> Your goal
What is needed is an exact copy of the entries, with the pictures excluded.

> Collected data entries
________________________________________
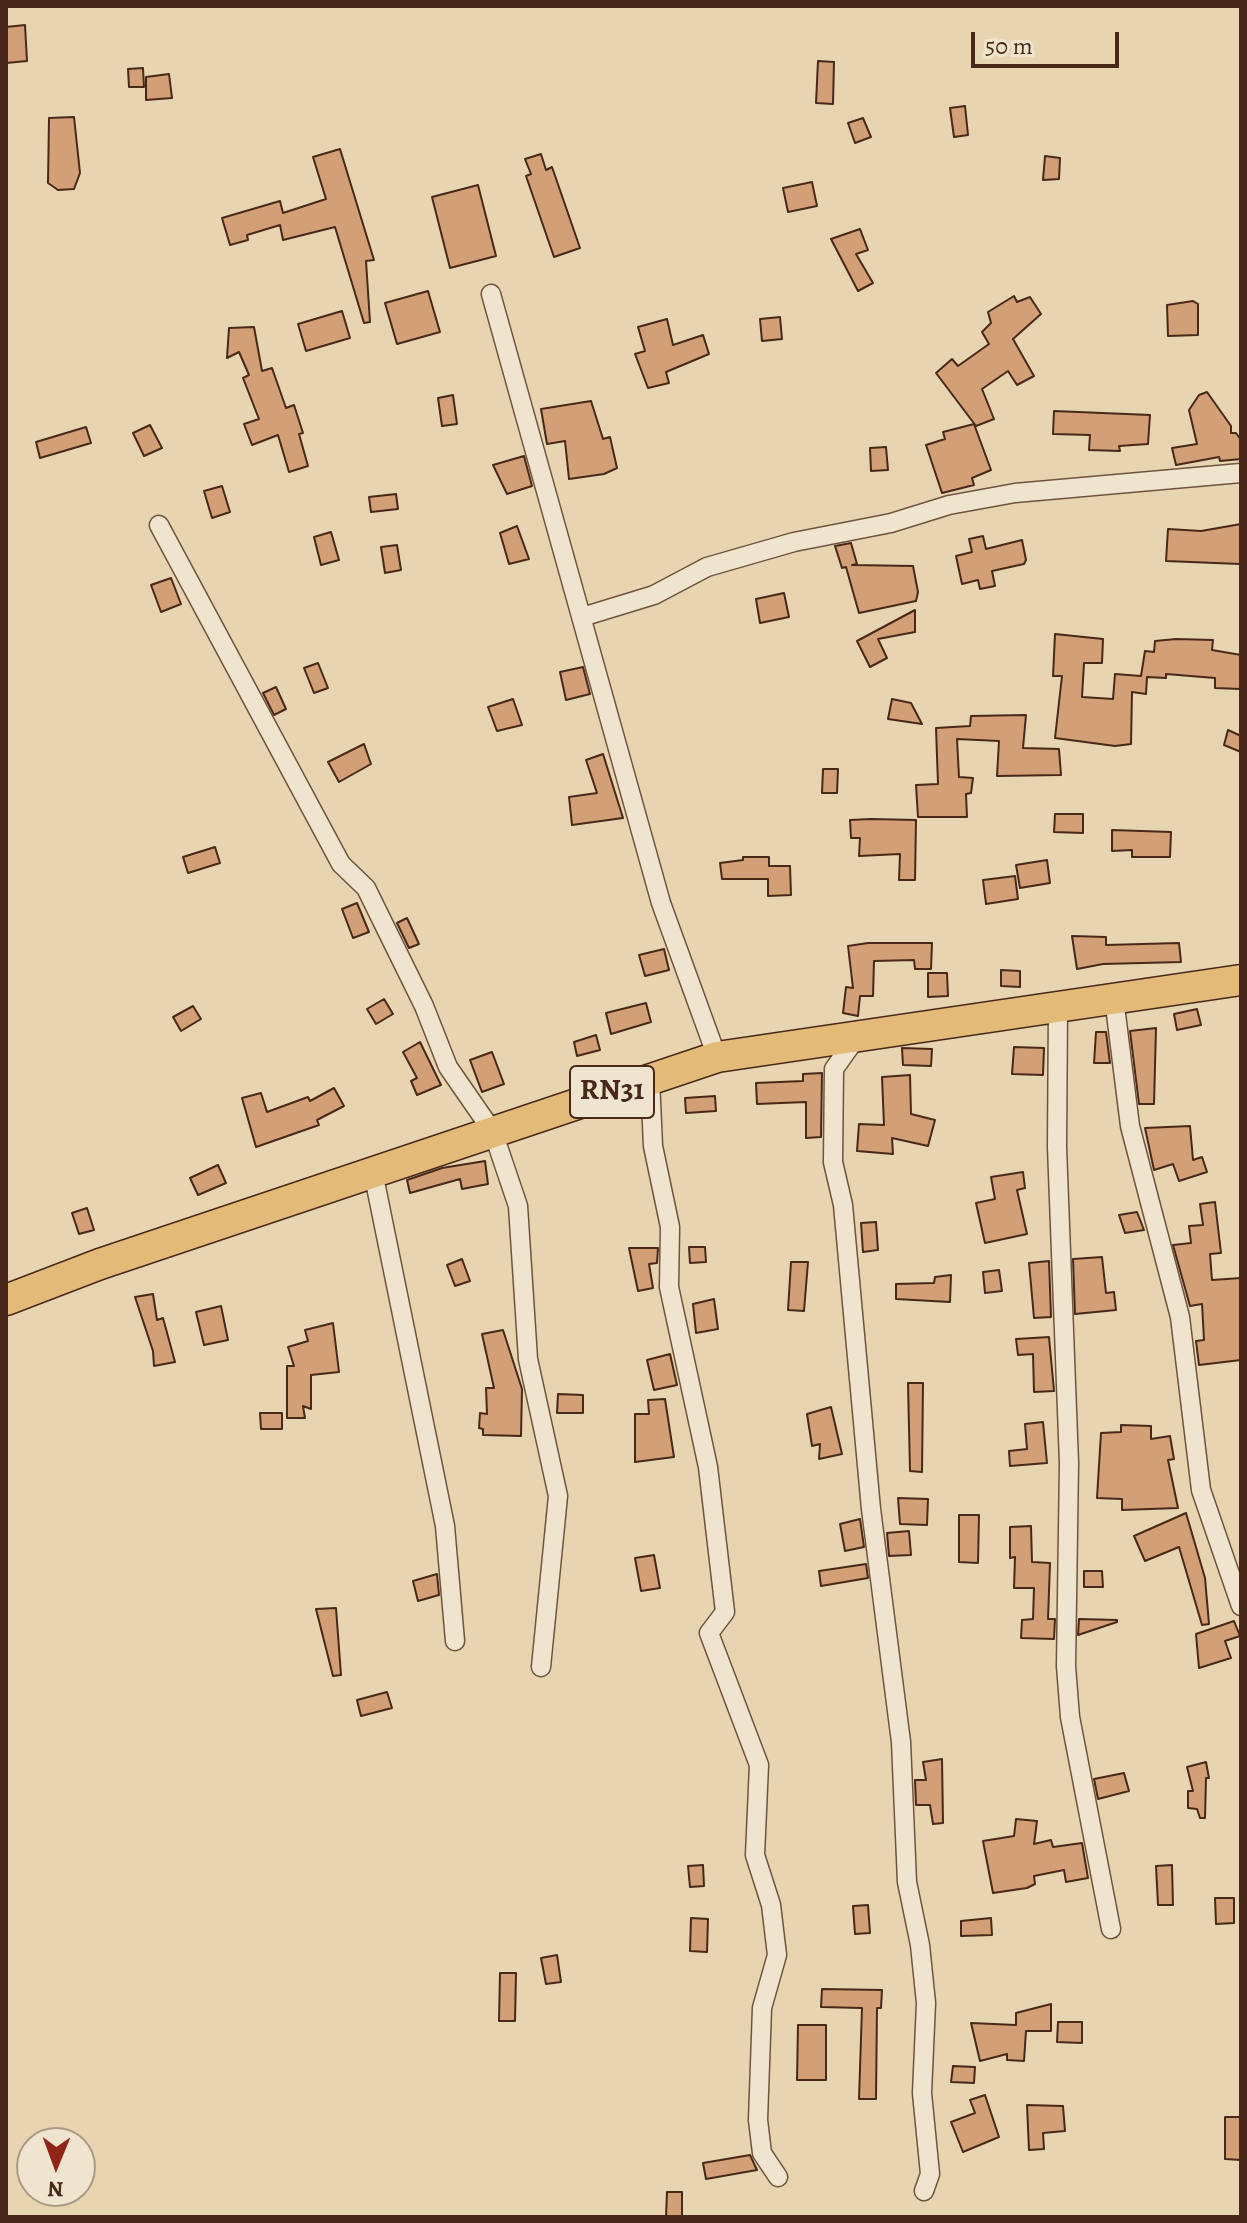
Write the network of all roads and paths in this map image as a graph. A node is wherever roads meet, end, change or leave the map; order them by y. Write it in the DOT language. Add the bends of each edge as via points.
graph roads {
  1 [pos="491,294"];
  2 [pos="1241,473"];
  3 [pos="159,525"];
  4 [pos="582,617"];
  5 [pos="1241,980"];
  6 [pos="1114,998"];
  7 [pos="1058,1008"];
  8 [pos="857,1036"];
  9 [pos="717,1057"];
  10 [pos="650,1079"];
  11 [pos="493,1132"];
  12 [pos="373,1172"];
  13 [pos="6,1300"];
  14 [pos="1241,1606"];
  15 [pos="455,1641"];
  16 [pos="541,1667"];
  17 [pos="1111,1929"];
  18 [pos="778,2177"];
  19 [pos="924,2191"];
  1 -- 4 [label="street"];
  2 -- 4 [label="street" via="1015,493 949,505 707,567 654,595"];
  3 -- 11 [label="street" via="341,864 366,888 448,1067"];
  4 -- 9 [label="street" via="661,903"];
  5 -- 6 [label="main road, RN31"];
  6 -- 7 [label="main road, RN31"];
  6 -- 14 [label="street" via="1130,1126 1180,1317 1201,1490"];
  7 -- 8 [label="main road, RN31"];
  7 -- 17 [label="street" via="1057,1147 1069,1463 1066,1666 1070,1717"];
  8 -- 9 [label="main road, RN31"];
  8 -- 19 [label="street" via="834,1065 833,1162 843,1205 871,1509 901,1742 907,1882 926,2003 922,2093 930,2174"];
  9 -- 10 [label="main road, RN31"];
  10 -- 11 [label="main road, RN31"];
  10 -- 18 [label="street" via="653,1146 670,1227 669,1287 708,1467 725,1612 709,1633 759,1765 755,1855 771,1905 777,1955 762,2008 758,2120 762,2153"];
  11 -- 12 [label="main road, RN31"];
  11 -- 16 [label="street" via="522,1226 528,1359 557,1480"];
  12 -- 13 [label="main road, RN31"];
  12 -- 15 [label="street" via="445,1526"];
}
________________________________________
> Response for this exercise
Write the network of all roads and paths in this map image as a graph. A node is wherever roads meet, end, change or leave the map; order them by y. Write it in the DOT language. Add the bends of each edge as via points.
graph roads {
  1 [pos="491,294"];
  2 [pos="1241,473"];
  3 [pos="159,525"];
  4 [pos="582,617"];
  5 [pos="1241,980"];
  6 [pos="1114,998"];
  7 [pos="1058,1008"];
  8 [pos="857,1036"];
  9 [pos="717,1057"];
  10 [pos="650,1079"];
  11 [pos="493,1132"];
  12 [pos="373,1172"];
  13 [pos="6,1300"];
  14 [pos="1241,1606"];
  15 [pos="455,1641"];
  16 [pos="541,1667"];
  17 [pos="1111,1929"];
  18 [pos="778,2177"];
  19 [pos="924,2191"];
  1 -- 4 [label="street"];
  2 -- 4 [label="street" via="1015,493 949,505 707,567 654,595"];
  3 -- 11 [label="street" via="341,864 366,888 448,1067"];
  4 -- 9 [label="street" via="661,903"];
  5 -- 6 [label="main road, RN31"];
  6 -- 7 [label="main road, RN31"];
  6 -- 14 [label="street" via="1130,1126 1180,1317 1201,1490"];
  7 -- 8 [label="main road, RN31"];
  7 -- 17 [label="street" via="1057,1147 1069,1463 1066,1666 1070,1717"];
  8 -- 9 [label="main road, RN31"];
  8 -- 19 [label="street" via="834,1065 833,1162 843,1205 871,1509 901,1742 907,1882 926,2003 922,2093 930,2174"];
  9 -- 10 [label="main road, RN31"];
  10 -- 11 [label="main road, RN31"];
  10 -- 18 [label="street" via="653,1146 670,1227 669,1287 708,1467 725,1612 709,1633 759,1765 755,1855 771,1905 777,1955 762,2008 758,2120 762,2153"];
  11 -- 12 [label="main road, RN31"];
  11 -- 16 [label="street" via="522,1226 528,1359 557,1480"];
  12 -- 13 [label="main road, RN31"];
  12 -- 15 [label="street" via="445,1526"];
}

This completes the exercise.